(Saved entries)
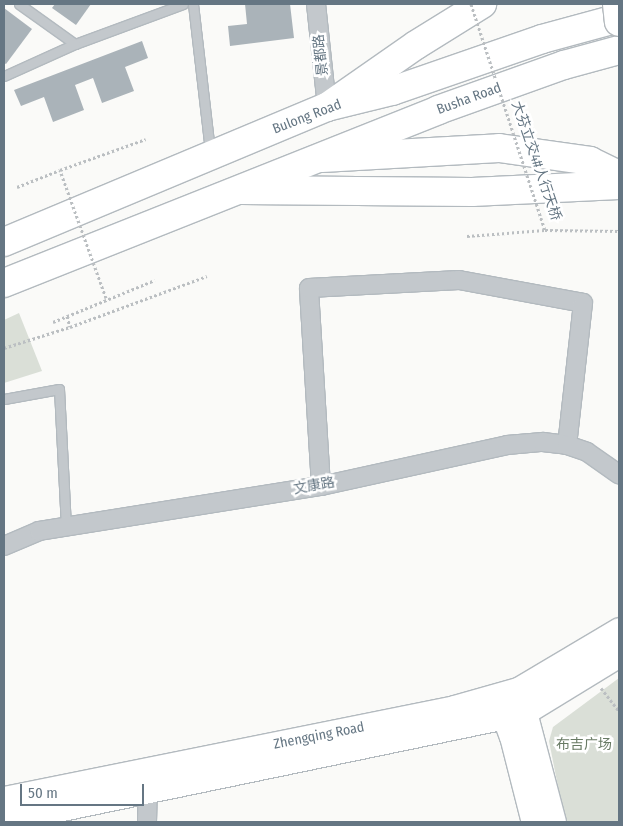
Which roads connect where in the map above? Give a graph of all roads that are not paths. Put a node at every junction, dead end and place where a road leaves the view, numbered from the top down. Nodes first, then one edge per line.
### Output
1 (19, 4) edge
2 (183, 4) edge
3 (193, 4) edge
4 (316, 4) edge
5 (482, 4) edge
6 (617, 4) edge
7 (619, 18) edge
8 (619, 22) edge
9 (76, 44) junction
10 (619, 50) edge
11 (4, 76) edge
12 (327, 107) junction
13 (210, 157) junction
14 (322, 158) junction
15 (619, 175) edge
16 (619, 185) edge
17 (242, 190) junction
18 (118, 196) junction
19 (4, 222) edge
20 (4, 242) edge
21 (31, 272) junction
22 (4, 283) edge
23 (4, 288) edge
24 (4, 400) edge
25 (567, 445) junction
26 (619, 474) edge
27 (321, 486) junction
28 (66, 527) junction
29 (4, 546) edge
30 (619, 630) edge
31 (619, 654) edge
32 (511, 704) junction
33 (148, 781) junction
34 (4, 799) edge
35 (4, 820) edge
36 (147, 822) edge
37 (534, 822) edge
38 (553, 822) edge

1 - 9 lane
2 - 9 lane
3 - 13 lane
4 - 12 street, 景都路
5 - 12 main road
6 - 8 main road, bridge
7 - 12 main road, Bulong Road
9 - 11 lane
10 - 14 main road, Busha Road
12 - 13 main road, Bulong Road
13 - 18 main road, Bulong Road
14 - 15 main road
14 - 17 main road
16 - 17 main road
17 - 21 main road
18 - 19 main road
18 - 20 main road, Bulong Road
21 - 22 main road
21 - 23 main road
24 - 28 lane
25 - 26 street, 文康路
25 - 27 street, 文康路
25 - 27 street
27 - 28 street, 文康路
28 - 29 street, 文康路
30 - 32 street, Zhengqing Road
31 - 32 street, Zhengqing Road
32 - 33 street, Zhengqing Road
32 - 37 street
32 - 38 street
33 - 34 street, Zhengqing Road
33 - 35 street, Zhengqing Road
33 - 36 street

* * *

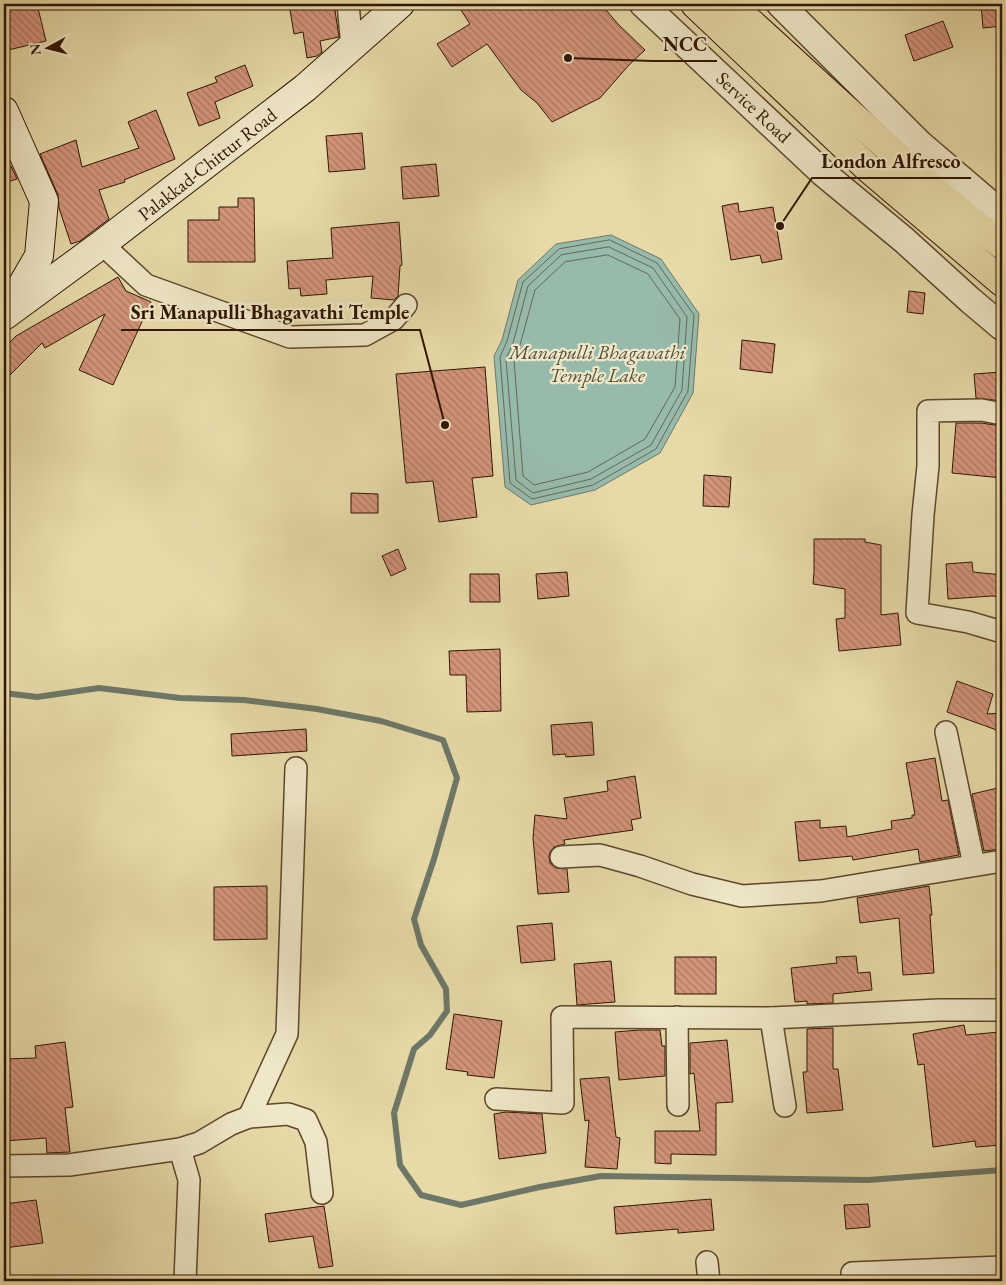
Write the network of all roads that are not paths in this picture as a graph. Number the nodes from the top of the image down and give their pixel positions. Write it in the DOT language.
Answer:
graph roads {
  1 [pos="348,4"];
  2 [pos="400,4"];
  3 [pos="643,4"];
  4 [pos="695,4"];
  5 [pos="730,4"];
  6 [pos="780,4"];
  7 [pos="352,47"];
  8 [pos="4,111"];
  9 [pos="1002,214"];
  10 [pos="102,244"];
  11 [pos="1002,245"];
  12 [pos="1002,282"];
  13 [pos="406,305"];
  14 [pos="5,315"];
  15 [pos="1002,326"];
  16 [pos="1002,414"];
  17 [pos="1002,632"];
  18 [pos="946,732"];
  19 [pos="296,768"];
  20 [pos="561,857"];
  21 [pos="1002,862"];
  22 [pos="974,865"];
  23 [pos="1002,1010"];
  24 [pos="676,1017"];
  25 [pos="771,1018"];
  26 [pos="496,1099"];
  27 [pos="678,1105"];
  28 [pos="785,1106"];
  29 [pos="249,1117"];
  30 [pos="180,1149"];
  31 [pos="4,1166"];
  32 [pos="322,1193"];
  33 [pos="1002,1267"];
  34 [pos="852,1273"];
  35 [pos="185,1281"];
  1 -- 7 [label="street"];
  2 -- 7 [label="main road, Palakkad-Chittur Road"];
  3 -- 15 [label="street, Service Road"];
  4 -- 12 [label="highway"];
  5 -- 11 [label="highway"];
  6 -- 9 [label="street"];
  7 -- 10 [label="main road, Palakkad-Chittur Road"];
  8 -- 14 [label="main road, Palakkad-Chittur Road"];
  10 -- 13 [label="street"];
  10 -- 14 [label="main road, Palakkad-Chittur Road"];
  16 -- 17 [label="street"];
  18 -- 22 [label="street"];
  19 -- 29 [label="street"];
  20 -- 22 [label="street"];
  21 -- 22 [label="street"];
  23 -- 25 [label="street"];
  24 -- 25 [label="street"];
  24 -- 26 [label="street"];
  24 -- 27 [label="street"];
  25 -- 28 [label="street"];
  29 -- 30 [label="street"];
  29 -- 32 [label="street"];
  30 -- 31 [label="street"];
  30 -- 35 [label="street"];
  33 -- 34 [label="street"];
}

Exercise instructions:
Which lines in the records above contain the string "highway"? Copy them.

Exercise output:
  4 -- 12 [label="highway"];
  5 -- 11 [label="highway"];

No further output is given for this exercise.